In her first address to Liberal Democrat Conference as the Party’s Health, Wellbeing and Social Care spokesperson, Munira has condemned the health inequalities “exposed in technicolour” through the Covid-19 crisis.
She also called for a Minister for Wellbeing to ensure that Government decisions are “fundamentally in keeping with health and wellbeing.”
Speech in full
Ten months ago, I was standing on a doorstep. It was dark. It was freezing cold. It was a few days before polling day. I was talking to a lovely couple, one of whom broke down in tears. She was a nurse at our local hospital and she was telling me how she and her colleagues were struggling to cope. They were stressed out, burnt out and desperately needed more staff.

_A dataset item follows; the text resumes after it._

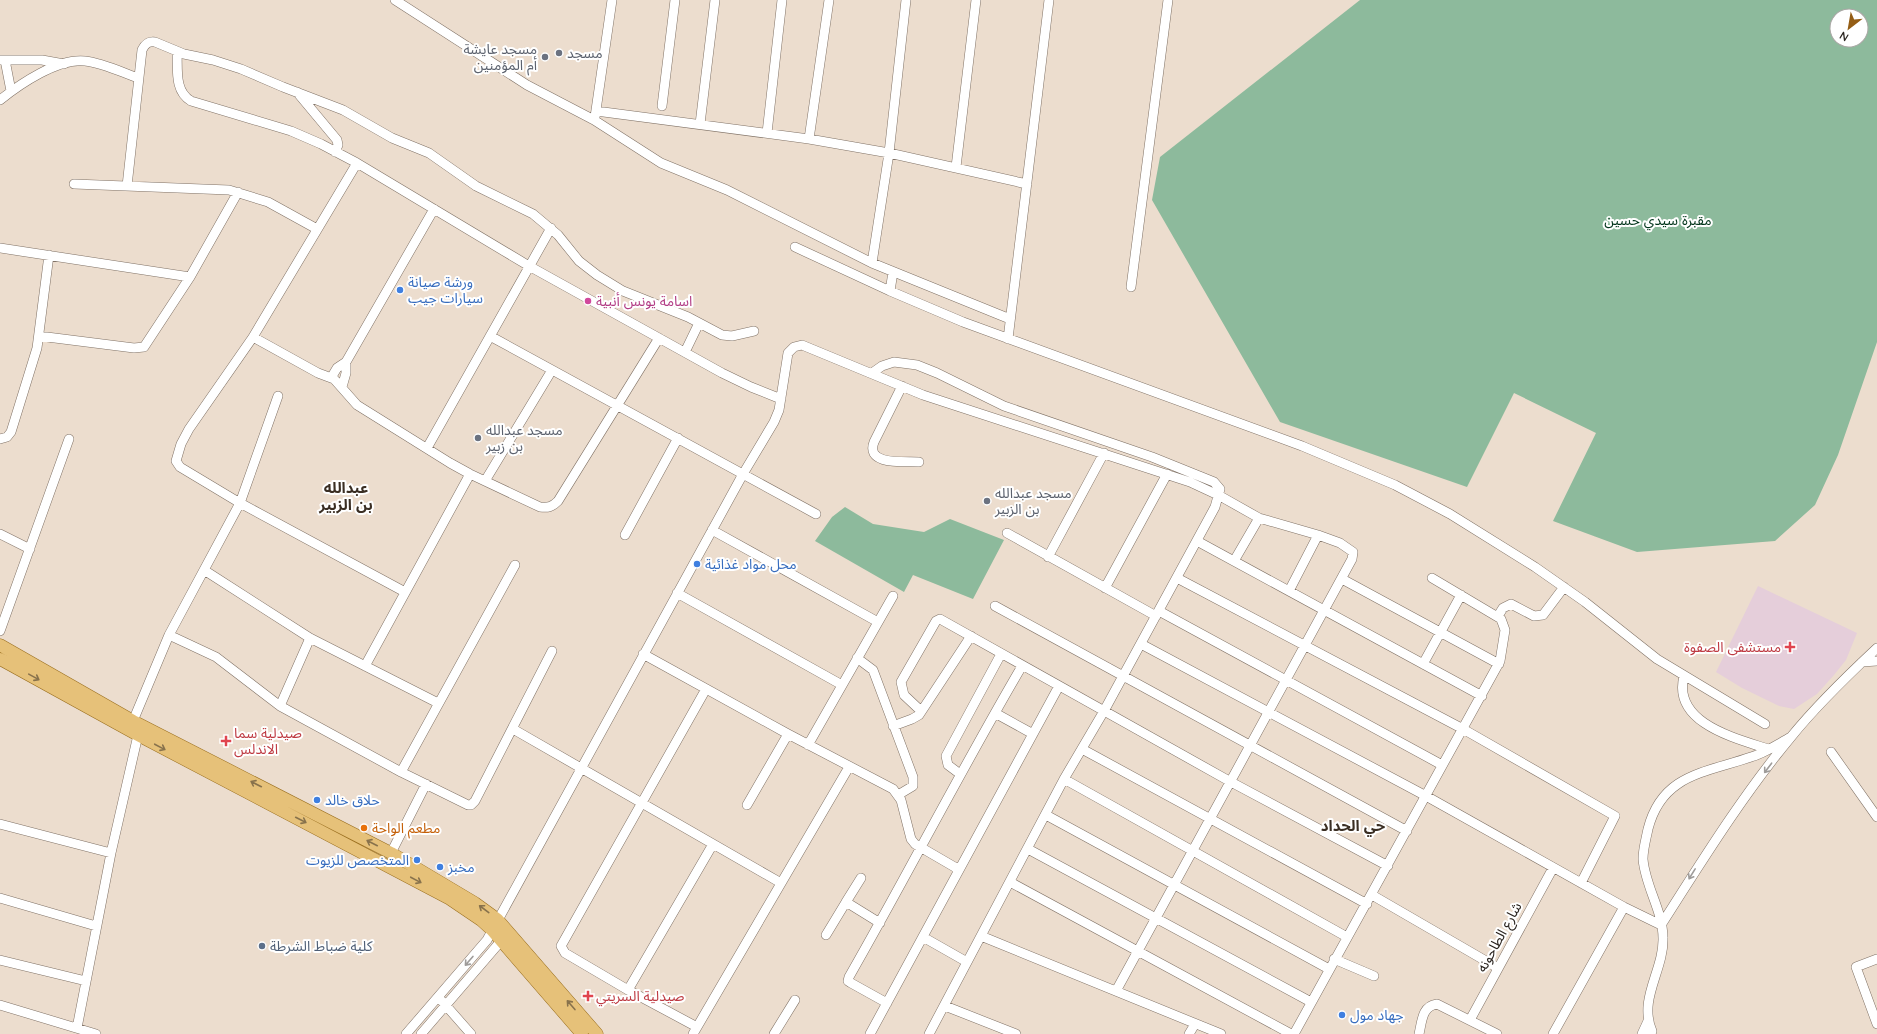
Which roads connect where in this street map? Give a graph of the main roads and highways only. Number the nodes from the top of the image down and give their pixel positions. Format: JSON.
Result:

So when I got elected and Ed asked me to be Health & Social Care Spokesperson for the party, I knew I had my work cut out: waiting lists skyrocketing, vacancies at record levels, many hospitals falling apart at the seams and no solution to the long-running crisis in social care.
And then Covid happened.
In the face of a catastrophe that has cut across every aspect of our lives, we have watched Boris Johnson’s Government blunder through crisis after crisis, failure after failure.
We are seeing the shocking impacts of isolation and bereavement on the mental health of people across the country, as well as the devastating physical toll of this virus.
We have witnessed the failure to protect our frontline workers with adequate equipment.
And – more than six months into this crisis – we still don’t have the “world-beating” test and trace system that Boris Johnson promised us months ago.
As we head into a second wave, not only is this completely and utterly unacceptable, it is reckless. This Government’s incompetence is putting lives and livelihoods at risk.
We need the Government to fix things here and now, to avoid the need for another national lockdown, and to ensure our NHS doesn’t collapse this winter.
But we also need Ministers to accept that this is a moment for real change.
The coronavirus has not just laid bare the fundamental problems facing our NHS and care sectors, it has exposed in technicolour the health inequalities facing the UK, and shown us why we need to rethink the way we see healthcare as a whole.
We have seen the impact of poor and overcrowded housing, insecure employment and our broken welfare system on not just our physical health, but also our mental health and wellbeing.
For years we heard stories of how, for example, if you lived in Chelsea you would be expected to live on average nine years longer than someone from Blackpool.
Somehow, health inequality had become accepted. But coronavirus has cruelly shone a spotlight on this scourge in our society.
We have seen those health inequalities play out in real time, most shockingly in the disproportionate impact of COVID on people from Black, Asian and minority ethnic groups, on people with disabilities, and on the poorest.
When we think about the future, it’s clear that going “back to normal” is not an option.
It is time to re-boot and re-think the way we live our lives, and the Government’s role in helping us to do so in a more sustainable, healthier way.
This is not just about how we care for our physical health, but how we ensure we support mental health and wellbeing too.
Whilst we all want people to live longer lives, we want them to enjoy a good quality of life as long as possible. Health is wealth.
As a country we must decide that health can no longer just be about treatment. We need to prioritise prevention.
We cannot just rely on the NHS to always pick up the pieces.
Especially not when people’s lives and wellbeing are shattered by the Government’s own policies. Like the failure to provide adequate housing, or to ensure children don’t go hungry, or to keep people from tipping over a financial precipice.
It simply makes no sense to have a welfare system which pushes people into poverty, with knock-on health impacts and costs, or to fail to tackle air pollution, which has such damaging health consequences.
We need a society where our housing, our education, the jobs we do and the air we breathe are helping to keep us healthy.
Not only do we need to reinstate the funding that was cut from public health budgets by the Conservatives, but we need a much more joined up approach to public health.
This means thinking about the health impact of decisions taken at every level of government, from local authorities to Whitehall Departments.
Liberal Democrats have long-championed a public health approach. We already advocate a public health approach to serious violence. And we also know the public health benefits of excellent education, high quality housing and environmental stewardship.
It’s about creating virtuous circles, not vicious cycles.
That is why, as well as getting a grip on the immediate COVID crisis, I want to see Boris Johnson put public health at the top of his agenda in the long-term.
That starts with making someone at the Cabinet table responsible: a Minister for Wellbeing who will scrutinise the Government’s actions and ensure they are fundamentally in keeping with health and wellbeing.
As well as this, in the same way that Equality Impact Assessments pushed equality up the agenda, we need to introduce wellbeing assessments to make sure new laws empower people to live healthier lives.
Underpinning it all – as ever – we need a well-funded, well-resourced, resilient healthcare system, to support our physical and mental health in “normal” times, and in times of crisis.
We still don’t know what the future holds when it comes to COVID-19, but, after the chaos and heartache we have endured this year, we should not have to fight to put health and wellbeing at the top of the agenda. It’s what people expect.